Gleam — @external with Gleam Types
Gleam requires per-function @external declarations with Gleam type signatures for every Erlang function call. gleam_stdlib is essentially a curated, typed wrapper around OTP.
What we adopt:
- Gleam's insight that FFI boundaries are explicit trust boundaries — the compiler trusts declared signatures.
What we reject:
- Requiring declarations before calling Erlang. Beamtalk's
Erlang lists reverse: xsworks dynamically with zero setup. Stubs are additive — they improve type checking but aren't required. This preserves Principle 1 (Interactive-first).

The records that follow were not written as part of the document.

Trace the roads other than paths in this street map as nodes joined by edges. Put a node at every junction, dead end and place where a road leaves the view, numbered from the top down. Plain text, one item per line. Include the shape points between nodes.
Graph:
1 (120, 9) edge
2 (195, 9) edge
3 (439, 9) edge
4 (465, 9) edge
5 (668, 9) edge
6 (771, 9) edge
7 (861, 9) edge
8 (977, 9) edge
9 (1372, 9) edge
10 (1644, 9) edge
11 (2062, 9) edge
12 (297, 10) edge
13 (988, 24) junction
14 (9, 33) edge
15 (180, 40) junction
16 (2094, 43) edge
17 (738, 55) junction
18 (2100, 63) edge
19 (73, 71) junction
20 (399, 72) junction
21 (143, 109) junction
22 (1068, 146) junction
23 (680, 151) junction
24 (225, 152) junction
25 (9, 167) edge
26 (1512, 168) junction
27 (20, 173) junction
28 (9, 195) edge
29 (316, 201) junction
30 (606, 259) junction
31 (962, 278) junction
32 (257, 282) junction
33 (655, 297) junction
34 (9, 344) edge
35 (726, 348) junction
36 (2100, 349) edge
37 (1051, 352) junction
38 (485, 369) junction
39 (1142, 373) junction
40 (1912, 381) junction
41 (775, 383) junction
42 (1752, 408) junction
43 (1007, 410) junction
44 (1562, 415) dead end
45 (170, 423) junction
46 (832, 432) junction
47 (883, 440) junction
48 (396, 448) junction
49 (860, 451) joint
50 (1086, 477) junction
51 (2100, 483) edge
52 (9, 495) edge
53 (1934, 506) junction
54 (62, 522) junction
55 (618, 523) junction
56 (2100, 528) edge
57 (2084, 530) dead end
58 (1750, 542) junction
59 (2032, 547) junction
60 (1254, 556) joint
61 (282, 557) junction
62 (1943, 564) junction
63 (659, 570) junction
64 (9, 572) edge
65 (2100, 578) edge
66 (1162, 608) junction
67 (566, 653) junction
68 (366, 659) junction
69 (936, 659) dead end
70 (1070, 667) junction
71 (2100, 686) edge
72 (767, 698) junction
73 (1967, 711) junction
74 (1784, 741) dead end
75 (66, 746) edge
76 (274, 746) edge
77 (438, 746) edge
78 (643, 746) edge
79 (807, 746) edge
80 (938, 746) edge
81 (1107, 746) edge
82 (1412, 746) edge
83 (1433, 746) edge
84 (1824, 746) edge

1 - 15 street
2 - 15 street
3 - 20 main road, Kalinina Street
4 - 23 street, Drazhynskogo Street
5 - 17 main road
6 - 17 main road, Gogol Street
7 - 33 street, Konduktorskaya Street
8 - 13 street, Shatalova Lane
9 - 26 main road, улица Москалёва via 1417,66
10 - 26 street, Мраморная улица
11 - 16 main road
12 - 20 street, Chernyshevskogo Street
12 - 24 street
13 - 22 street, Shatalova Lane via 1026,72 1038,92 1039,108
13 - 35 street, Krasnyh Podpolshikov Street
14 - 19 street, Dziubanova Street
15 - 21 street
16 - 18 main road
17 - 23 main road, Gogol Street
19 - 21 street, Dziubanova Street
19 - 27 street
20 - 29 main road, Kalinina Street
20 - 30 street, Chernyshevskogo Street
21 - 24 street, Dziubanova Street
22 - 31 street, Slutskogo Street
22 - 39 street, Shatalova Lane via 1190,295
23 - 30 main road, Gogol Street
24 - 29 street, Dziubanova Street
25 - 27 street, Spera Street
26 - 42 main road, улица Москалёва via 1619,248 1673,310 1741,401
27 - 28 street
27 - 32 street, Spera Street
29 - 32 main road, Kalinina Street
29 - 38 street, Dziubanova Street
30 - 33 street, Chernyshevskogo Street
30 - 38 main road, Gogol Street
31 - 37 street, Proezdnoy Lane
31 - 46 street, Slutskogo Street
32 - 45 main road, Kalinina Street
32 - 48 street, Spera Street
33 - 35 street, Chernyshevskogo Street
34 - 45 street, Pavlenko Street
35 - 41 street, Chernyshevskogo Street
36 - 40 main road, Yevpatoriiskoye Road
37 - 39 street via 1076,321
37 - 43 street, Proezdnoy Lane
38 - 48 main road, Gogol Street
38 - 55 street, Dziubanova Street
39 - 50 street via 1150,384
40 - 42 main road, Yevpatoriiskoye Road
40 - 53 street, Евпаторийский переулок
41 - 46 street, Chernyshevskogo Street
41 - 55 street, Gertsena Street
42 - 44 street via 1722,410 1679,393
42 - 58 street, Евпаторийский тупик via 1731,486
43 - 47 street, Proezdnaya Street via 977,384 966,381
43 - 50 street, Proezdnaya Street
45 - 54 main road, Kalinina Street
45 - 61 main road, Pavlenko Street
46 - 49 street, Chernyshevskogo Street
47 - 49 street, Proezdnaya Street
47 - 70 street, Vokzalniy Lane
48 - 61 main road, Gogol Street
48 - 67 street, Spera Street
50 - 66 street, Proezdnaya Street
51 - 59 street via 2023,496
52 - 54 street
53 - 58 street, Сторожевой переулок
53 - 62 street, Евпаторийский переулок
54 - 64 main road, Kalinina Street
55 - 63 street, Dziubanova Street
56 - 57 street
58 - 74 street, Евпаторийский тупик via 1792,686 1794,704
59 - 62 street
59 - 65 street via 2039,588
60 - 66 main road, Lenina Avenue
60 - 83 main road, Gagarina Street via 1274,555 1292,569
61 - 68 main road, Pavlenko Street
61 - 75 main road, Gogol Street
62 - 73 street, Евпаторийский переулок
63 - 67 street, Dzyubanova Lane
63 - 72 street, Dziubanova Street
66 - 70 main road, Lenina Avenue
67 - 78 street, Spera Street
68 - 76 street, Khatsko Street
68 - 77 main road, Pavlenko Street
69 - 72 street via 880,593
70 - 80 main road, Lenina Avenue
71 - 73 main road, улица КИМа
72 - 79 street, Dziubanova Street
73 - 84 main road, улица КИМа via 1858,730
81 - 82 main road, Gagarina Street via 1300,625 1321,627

Kotlin/Native — cinterop Auto-Generation
Kotlin's cinterop tool reads C headers and auto-generates Kotlin stubs with mapped types. A .def file describes which headers to import.
What we adopt:
- Auto-generation from the foreign type system (C headers → Kotlin stubs, Erlang specs → Beamtalk types)

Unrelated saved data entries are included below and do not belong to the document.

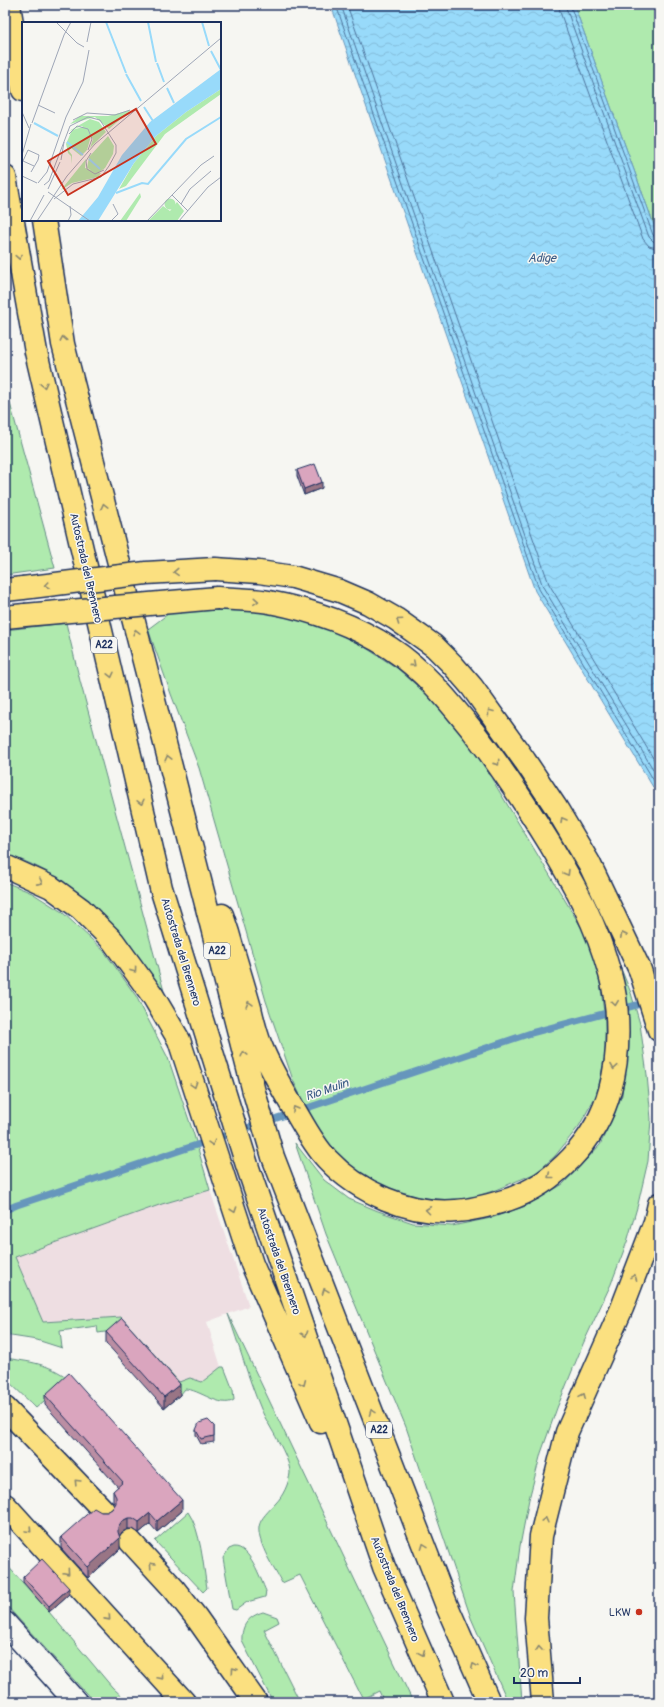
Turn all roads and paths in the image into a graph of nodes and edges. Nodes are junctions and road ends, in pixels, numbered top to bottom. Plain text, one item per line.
1 (10, 5) edge
2 (22, 83) edge
3 (5, 177) edge
4 (44, 221) edge
5 (14, 589) edge
6 (15, 616) edge
7 (181, 810) junction
8 (5, 866) edge
9 (658, 1026) edge
10 (659, 1204) edge
11 (5, 1408) edge
12 (5, 1505) edge
13 (104, 1510) edge
14 (130, 1541) dead end
15 (384, 1567) junction
16 (5, 1623) edge
17 (76, 1702) edge
18 (184, 1702) edge
19 (256, 1702) edge
20 (443, 1702) edge
21 (489, 1702) edge
22 (543, 1702) edge

1 - 2 highway
3 -> 15 highway, Autostrada del Brennero / A22
7 -> 4 highway, A22
9 -> 5 highway, bridge
6 -> 7 highway, bridge
21 -> 7 highway, A22
8 -> 15 highway
22 -> 10 highway
13 -> 11 highway
12 -> 18 highway
19 -> 14 highway
15 -> 20 highway, Autostrada del Brennero / A22
16 - 17 main road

- Small descriptor files that point to what should be imported
What we adapt:
- Kotlin generates mandatory wrappers; we generate optional type info that improves checking without being required.
Swift — Clang Module Maps
Swift imports C/Objective-C headers automatically via Clang's module system. Nullability annotations in C headers directly affect Swift's optional types.
What we adopt:
- The principle that quality of interop types depends on quality of source annotations. Well-specced Erlang modules get good types; poorly-specced ones fall back to
Dynamic.
Erlang Dialyzer — PLT Type Inference
Dialyzer builds a Persistent Lookup Table with success typings — types inferred from code analysis, supplementing declared -spec annotations.
What we considered but deferred:
- Reading PLT files to get inferred types for unspecced functions. PLT format is internal to Dialyzer and version-specific. The benefit (types for unspecced functions) doesn't justify the coupling. We fall back to
Dynamicfor unspecced functions instead.
User Impact
Newcomer
Positive: FFI calls that previously produced Dynamic now produce typed results. The LSP can offer typed completions when typing Erlang lists — showing reverse: List(T) -> List(T) instead of just reverse/1. Type errors at FFI boundaries are caught at compile time with actionable messages.
Neutral: Auto-extract means this works out of the box. No new concepts to learn — FFI calls look the same, they just get better checking.
Risk: Users may not understand why some Erlang functions have precise types and others return Dynamic. Mitigation: diagnostic messages include provenance ("type from stubs/lists.bt" vs "type from lists.beam -spec" vs "no type info available").
Smalltalk Developer
Positive: Stubs use familiar Beamtalk keyword syntax — they're valid .bt files. Meaningful keyword names in stubs make FFI calls read more like Smalltalk message sends: Erlang lists seq: 1 to: 10 instead of Erlang lists seq: 1 with: 10.
Concern: The declare native: form is a new concept. Mitigation: stubs are optional — the system works without them. Only library authors or power users need to write stubs. The syntax is a small subset of existing Beamtalk, not a new language.
Erlang/BEAM Developer
Positive: Their existing -spec annotations are automatically used — no duplicate work. Types match their actual OTP version. Hex packages with good specs get automatic typing.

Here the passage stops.